Galaxy in the constellation Virgo

Speca, discovered in 2011, is an exotic radio galaxy or a rare spiral/disk galaxy where the central supermassive black hole is actively accreting matter surrounding itself and ejects two giant, million light year long, plasma lobes in opposite directions.Speca is located around 1.9 billion light-years away in the constellation Virgo.

==Discovery and significance==
Speca was discovered by an international team of astronomers led by Dr Ananda Hota, using archival data from Sloan Digital Sky Survey (SDSS), Very Large Array and observations from the Giant Meterwave Radio Telescope.

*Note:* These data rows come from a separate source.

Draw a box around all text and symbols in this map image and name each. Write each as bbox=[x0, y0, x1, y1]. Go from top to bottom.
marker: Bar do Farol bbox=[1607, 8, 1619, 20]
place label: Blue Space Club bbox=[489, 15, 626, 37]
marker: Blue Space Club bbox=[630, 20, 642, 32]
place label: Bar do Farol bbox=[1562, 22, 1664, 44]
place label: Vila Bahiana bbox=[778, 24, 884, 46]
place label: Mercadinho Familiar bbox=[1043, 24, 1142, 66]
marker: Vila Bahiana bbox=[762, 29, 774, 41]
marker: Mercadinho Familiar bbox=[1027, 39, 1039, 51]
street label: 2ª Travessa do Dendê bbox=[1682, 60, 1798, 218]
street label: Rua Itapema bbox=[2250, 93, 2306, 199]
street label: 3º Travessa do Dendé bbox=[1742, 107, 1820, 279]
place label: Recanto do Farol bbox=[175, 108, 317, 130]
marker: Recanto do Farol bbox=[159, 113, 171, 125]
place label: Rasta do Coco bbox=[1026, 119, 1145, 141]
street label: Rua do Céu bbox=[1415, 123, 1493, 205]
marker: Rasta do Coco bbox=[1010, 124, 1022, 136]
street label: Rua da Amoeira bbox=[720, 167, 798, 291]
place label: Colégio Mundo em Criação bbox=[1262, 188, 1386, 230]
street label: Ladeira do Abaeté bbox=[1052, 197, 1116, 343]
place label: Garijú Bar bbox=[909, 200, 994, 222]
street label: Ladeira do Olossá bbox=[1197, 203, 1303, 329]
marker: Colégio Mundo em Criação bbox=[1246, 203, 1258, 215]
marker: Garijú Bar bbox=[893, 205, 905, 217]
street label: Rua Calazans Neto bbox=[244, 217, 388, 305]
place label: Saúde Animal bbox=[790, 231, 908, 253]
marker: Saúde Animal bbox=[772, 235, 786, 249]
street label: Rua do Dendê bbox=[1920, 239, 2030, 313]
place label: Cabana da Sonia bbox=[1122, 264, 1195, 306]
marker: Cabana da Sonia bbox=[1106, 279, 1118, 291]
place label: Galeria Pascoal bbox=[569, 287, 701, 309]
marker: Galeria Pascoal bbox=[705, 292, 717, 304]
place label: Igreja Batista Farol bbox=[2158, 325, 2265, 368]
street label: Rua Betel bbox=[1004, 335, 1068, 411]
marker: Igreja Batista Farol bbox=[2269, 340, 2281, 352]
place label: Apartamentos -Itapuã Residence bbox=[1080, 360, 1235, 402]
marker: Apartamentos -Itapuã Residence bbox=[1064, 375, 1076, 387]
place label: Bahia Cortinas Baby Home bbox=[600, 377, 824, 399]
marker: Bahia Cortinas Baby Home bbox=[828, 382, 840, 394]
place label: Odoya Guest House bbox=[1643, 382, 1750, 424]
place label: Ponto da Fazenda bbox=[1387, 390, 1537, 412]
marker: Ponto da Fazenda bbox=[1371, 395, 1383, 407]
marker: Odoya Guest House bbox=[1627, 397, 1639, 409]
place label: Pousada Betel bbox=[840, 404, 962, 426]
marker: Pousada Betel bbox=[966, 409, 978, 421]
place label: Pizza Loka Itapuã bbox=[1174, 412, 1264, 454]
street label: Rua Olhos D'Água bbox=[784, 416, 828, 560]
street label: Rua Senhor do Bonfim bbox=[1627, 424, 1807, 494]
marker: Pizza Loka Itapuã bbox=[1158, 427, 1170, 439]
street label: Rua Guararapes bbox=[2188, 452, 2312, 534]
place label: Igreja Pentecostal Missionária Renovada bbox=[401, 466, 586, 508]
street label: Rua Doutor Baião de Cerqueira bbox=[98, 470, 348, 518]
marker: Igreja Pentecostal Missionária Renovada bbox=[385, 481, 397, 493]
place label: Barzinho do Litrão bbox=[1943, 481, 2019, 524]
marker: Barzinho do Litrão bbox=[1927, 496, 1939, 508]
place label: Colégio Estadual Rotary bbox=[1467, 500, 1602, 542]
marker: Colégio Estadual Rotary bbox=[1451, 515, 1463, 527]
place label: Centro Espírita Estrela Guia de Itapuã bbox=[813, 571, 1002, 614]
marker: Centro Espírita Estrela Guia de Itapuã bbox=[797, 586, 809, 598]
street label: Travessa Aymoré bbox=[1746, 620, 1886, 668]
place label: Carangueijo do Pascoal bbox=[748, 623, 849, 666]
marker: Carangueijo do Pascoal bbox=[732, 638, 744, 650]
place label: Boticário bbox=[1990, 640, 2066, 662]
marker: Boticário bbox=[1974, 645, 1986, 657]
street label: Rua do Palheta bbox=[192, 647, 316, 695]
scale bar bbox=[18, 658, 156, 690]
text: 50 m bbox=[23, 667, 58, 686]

Where almost all radio galaxies are hosted by massive, featureless, elliptical galaxies, Speca is the first confirmed exception that such giant plasma lobes can also be hosted by spiral galaxies. This confirmation came after 12 long years of the first suspected case ESO 0313-192. Speca was a convincing case because it has two, and possibly three, episodes of such plasma lobe emission and rotation of the spiral galaxy, fast and flat, is clearly observed.

Soon after this, search for Speca-like exotic objects were intensified, and in the next 12 years the total number increased to close to three dozen. Due to its exotic nature, some have started calling it Spiral DRAGNs, despite the word DRAGNs not used commonly for radio galaxies. The growing list can be found here List of Spiral DRAGNs. Since such galaxies are rarely seen in nearby Universe and elliptical galaxies were yet to form in the formative era of our Universe, it has been speculated that, Speca-like radio galaxies hosted in giant spirals may be more common in the young Universe. Future observations with giant optical telescopes (e.g. Thirty Metre telescope, Extremely Large Telescope ) combined with sensitive observations with low frequency radio telescopes ( e.g. LOFAR, Giant Meterwave Radio Telescope and Square Kilometre Array Observatory ) may find many of them to understand galaxy evolution better.